A TCA or anticonvulsant is started at a low dosage and titrated upward until symptoms resolve or side effects dictate otherwise. These drugs are discontinued if there is no relief with maximal quantities. A common error is stopping the medication before serum levels reach therapeutic ranges.
Suggestions for initiating chemical treatment for MP follow. The treatment of neuropathic pain varies significantly among physicians. Consult the Physicians' Desk Reference (PDR) for more detailed drug information on the following agents.
Use for treatment of neuropathic symptoms; the exact mechanism is unknown.
Good medication for neuropathic pain, often discontinued because of somnolence and dry mouth.
For treatment of neuropathic symptoms; the exact mechanism is unknown. These agents are used to manage severe muscle spasms and to provide sedation in neuralgia.
Because of adverse side effects and risks associated with carbamazepine, this compound is initiated judiciously; prolonged use is monitored carefully.

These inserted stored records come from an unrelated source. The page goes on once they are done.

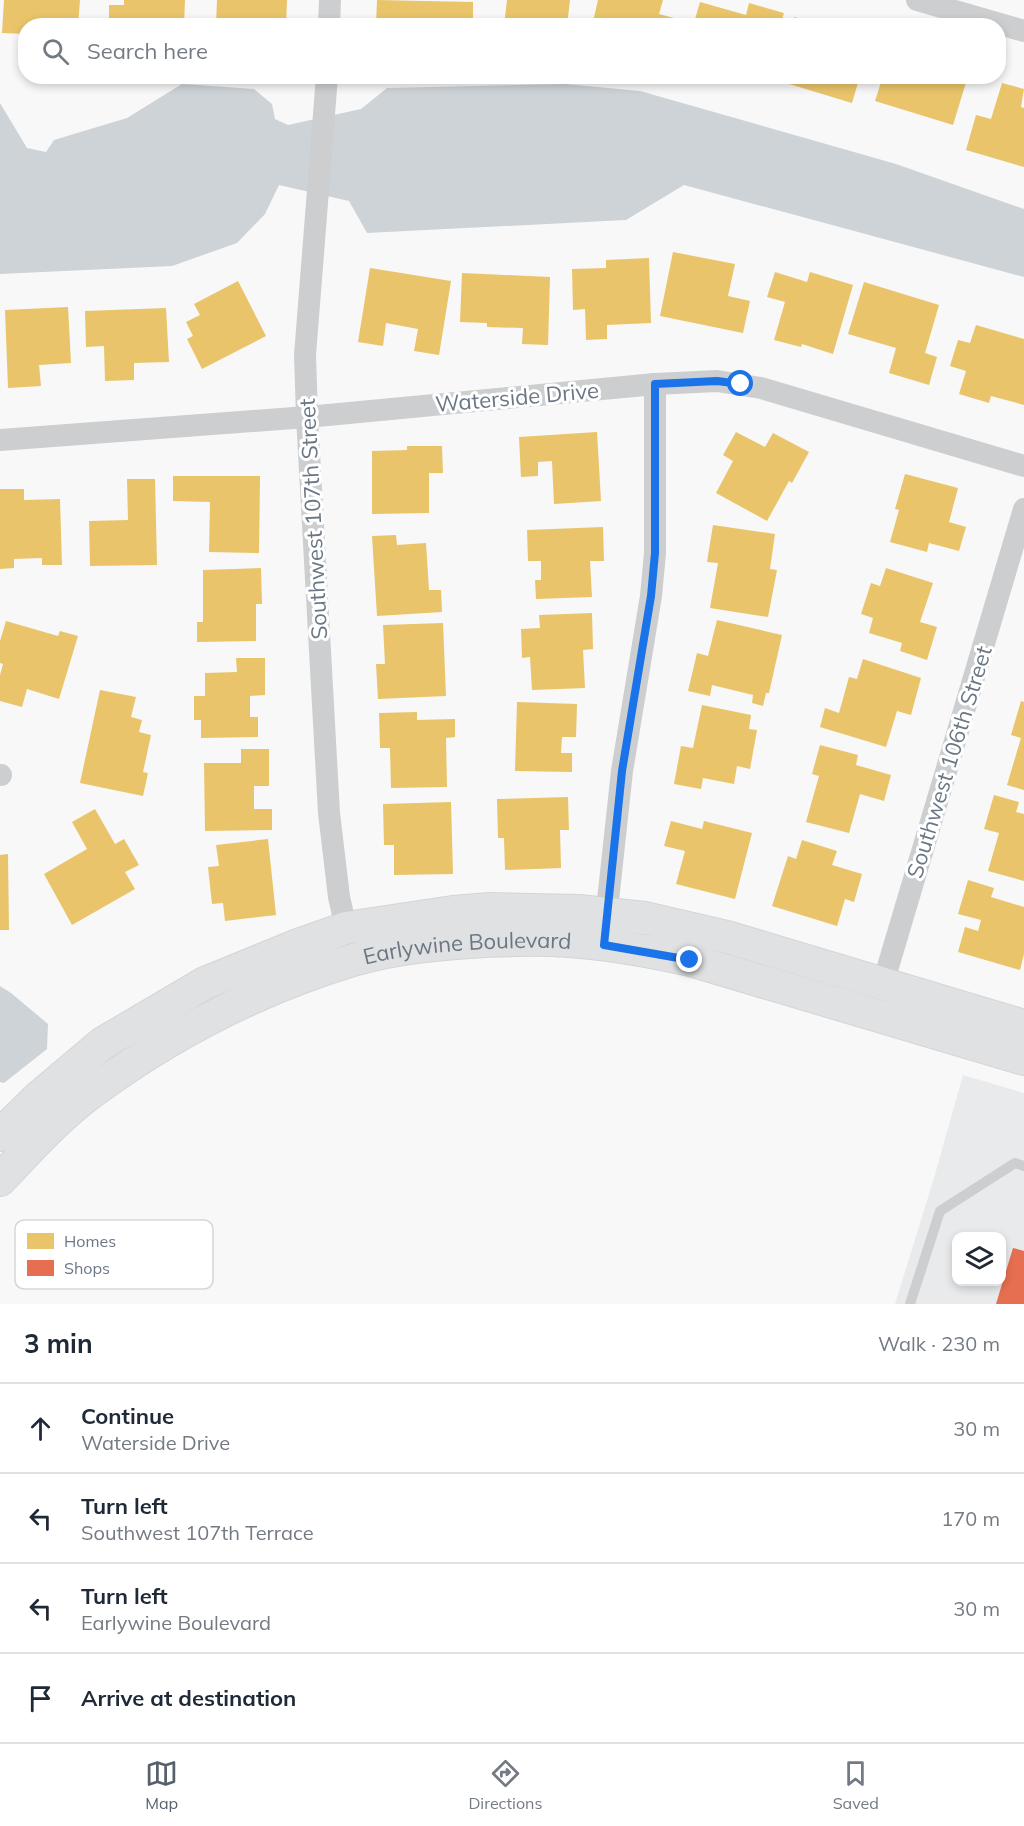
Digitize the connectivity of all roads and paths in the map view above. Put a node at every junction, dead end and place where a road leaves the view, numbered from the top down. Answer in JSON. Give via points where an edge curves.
{"nodes":[{"id":1,"x":330,"y":0,"type":"edge"},
{"id":2,"x":917,"y":0,"type":"edge"},
{"id":3,"x":329,"y":18,"type":"edge"},
{"id":4,"x":977,"y":18,"type":"edge"},
{"id":5,"x":1006,"y":27,"type":"edge"},
{"id":6,"x":1024,"y":32,"type":"edge"},
{"id":7,"x":326,"y":84,"type":"edge"},
{"id":8,"x":655,"y":384,"type":"junction"},
{"id":9,"x":307,"y":417,"type":"junction"},
{"id":10,"x":0,"y":440,"type":"edge"},
{"id":11,"x":1024,"y":466,"type":"edge"},
{"id":12,"x":1024,"y":509,"type":"edge"},
{"id":13,"x":606,"y":913,"type":"junction"},
{"id":14,"x":346,"y":928,"type":"junction"},
{"id":15,"x":604,"y":945,"type":"junction"},
{"id":16,"x":354,"y":960,"type":"junction"},
{"id":17,"x":883,"y":984,"type":"junction"},
{"id":18,"x":874,"y":1014,"type":"junction"},
{"id":19,"x":1024,"y":1026,"type":"edge"},
{"id":20,"x":1024,"y":1059,"type":"edge"},
{"id":21,"x":0,"y":1135,"type":"edge"},
{"id":22,"x":1024,"y":1166,"type":"edge"},
{"id":23,"x":0,"y":1179,"type":"edge"},
{"id":24,"x":910,"y":1304,"type":"edge"}],
"edges":[{"from":1,"to":3,"type":"street"},
{"from":2,"to":4,"type":"street"},
{"from":5,"to":6,"type":"street"},
{"from":7,"to":9,"type":"street","name":"Southwest 107th Street","via":[[305,355]]},
{"from":8,"to":9,"type":"street","name":"Waterside Drive"},
{"from":8,"to":11,"type":"street","name":"Waterside Drive","via":[[717,381],[761,388]]},
{"from":8,"to":13,"type":"street","via":[[655,553],[622,771]]},
{"from":9,"to":10,"type":"street","name":"Waterside Drive"},
{"from":9,"to":14,"type":"street","name":"Southwest 107th Street","via":[[329,813]]},
{"from":12,"to":17,"type":"street","name":"Southwest 106th Street"},
{"from":13,"to":14,"type":"street","name":"Earlywine Boulevard","via":[[490,909]]},
{"from":13,"to":15,"type":"street"},
{"from":13,"to":17,"type":"street","name":"Earlywine Boulevard","via":[[678,925]]},
{"from":14,"to":16,"type":"street","name":"Southwest 107th Street"},
{"from":14,"to":21,"type":"street","name":"Earlywine Boulevard","via":[[205,983],[163,1007],[103,1043]]},
{"from":15,"to":16,"type":"street","name":"Earlywine Boulevard","via":[[482,941]]},
{"from":15,"to":18,"type":"street","name":"Earlywine Boulevard","via":[[690,960]]},
{"from":16,"to":23,"type":"street","name":"Earlywine Boulevard","via":[[239,1003],[150,1051],[90,1093]]},
{"from":17,"to":18,"type":"street","name":"Southwest 106th Street"},
{"from":17,"to":19,"type":"street","name":"Earlywine Boulevard"},
{"from":18,"to":20,"type":"street","name":"Earlywine Boulevard"},
{"from":22,"to":24,"type":"lane","via":[[1015,1163],[940,1211]]}]}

Has anticonvulsant properties and antineuralgic effects; however, exact mechanism of action is unknown. Structurally related to GABA but does not interact with GABA receptors. Titration to effect can take place over several days (300 mg on day 1, 300 mg bid on day 2, and 300 mg tid on day 3). Well-tolerated and safe medication that essentially is excreted 100%.
Prognosis depends on the etiology of the lateral femoral cutaneous nerve (LFCN injury). Simple meralgia paresthetica (MP) caused by external or benign mechanical injury often remits spontaneously. In one study where the surgical candidates were selected carefully, most patients who chose nerve decompression for chronic discomfort experienced relief. Factors that indicate excellent surgical outcome are outlined in Surgical Intervention.
For most patients, this condition is self-limiting, and with education, patients learn to tolerate symptoms and modify activity, thus avoiding surgery or other aggressive treatments.
A literature review by Lu et al of patients with MP who were treated with neurectomy, neurolysis, or injection found the incidence of complete pain relief to be 85%, 63%, and 22%, respectively. The incidence of treatment complications ranged from 0-5%, being statistically comparable between the three procedures.[21]
Instruct patients to avoid activities that injure the lateral femoral cutaneous nerve.